Tuesday, June 25, 2013
1.14 (PC Hoofthuis)
It is often believed that there is such a thing as a French brand of republicanism that characterizes the way French institutions frame citizenship, immigrant integration issues or, more recently, secularism. This French idiosyncratic political culture, found in the Constitution of the Fifth Republic, is often granted explanatory power when trying to make sense of the political treatment of minority groups: for instance, when the Constitutional Council refused (at least initially) to grant women quotas in political representation, to allow researchers and pollsters to collect ethnic data, or to let women wear full Muslim veils in public space. Although this rationale certainly holds a grain of truth, it is rarely based on a detailed historical analysis of how minorities’ claims were interpreted, and often discarded in French constitutional politics.

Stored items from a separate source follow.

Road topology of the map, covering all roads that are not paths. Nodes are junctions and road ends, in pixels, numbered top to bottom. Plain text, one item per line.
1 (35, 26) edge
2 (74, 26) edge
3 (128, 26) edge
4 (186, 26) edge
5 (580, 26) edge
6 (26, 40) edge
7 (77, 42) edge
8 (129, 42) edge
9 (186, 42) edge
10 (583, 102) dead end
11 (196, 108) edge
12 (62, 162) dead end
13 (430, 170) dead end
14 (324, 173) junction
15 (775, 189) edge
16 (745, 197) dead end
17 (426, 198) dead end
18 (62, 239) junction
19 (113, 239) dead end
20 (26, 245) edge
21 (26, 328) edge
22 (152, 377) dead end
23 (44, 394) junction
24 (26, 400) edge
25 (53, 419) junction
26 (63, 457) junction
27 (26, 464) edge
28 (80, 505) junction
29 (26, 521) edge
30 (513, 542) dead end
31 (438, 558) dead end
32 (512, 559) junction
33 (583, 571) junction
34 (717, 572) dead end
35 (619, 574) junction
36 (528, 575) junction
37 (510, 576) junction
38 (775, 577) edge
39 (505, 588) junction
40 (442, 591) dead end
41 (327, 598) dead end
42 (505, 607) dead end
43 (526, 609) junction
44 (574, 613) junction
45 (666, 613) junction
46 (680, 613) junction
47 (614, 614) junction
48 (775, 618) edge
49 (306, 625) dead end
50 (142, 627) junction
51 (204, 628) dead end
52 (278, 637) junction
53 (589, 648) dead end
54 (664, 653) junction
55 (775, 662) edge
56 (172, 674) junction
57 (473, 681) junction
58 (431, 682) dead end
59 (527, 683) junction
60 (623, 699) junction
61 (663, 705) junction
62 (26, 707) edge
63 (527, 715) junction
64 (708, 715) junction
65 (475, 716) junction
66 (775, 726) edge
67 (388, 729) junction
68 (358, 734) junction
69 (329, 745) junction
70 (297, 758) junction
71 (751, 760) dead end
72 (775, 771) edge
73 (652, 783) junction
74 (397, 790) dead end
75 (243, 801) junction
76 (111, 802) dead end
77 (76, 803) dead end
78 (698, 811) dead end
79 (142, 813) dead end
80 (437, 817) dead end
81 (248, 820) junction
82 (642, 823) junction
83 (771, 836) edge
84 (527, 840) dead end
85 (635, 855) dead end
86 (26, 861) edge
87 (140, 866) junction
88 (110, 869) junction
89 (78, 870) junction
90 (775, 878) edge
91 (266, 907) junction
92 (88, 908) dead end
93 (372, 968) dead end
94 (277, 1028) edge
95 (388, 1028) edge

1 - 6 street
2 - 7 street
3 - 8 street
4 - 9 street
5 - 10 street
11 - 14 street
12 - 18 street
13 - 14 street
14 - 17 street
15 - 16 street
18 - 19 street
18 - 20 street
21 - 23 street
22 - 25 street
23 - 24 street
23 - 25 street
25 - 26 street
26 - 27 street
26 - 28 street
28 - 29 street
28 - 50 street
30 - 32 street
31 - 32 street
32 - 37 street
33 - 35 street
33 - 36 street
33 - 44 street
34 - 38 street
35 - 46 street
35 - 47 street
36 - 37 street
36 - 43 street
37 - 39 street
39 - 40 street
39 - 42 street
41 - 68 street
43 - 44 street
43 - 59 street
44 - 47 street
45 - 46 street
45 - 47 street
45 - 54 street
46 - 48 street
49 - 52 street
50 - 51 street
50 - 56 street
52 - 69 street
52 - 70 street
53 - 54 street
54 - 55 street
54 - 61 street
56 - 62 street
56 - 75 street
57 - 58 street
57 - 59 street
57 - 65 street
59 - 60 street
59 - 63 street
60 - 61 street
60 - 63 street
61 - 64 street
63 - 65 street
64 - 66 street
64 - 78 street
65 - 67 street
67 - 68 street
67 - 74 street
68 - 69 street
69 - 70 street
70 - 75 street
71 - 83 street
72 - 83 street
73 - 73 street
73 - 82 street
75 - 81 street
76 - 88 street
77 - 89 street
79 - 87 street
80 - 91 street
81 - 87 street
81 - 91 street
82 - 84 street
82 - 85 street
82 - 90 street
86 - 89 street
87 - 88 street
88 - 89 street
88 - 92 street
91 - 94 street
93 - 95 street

This paper looks at the historical dynamics between the political sphere and the legal sphere in three recurring constitutional debates which questioned the identity of the constitutional subject in need of protection: gender parity, ethnic statistics and secularism. More precisely, this paper compares how officials in charge of interpreting the Constitution of the Fifth Republic have responded to the claims made by each of these three minorities in these three debates. By adopting such a historical perspective, this paper makes visible how the republican model that some still believe to be inherited from the French revolution is in fact the outcome of a political process, which unfolded at the turn of the 1980s, when the global economic crisis hit France. It also shows the precise interactions between constitutional interpretation and political forces that have shaped a regime of exclusion for minorities -- albeit with different outcomes, since some groups, such as women, have managed to have their claims included in the constitutional design while others, such as Muslims, have been increasingly marginalized since the economic crisis of the late 1970s.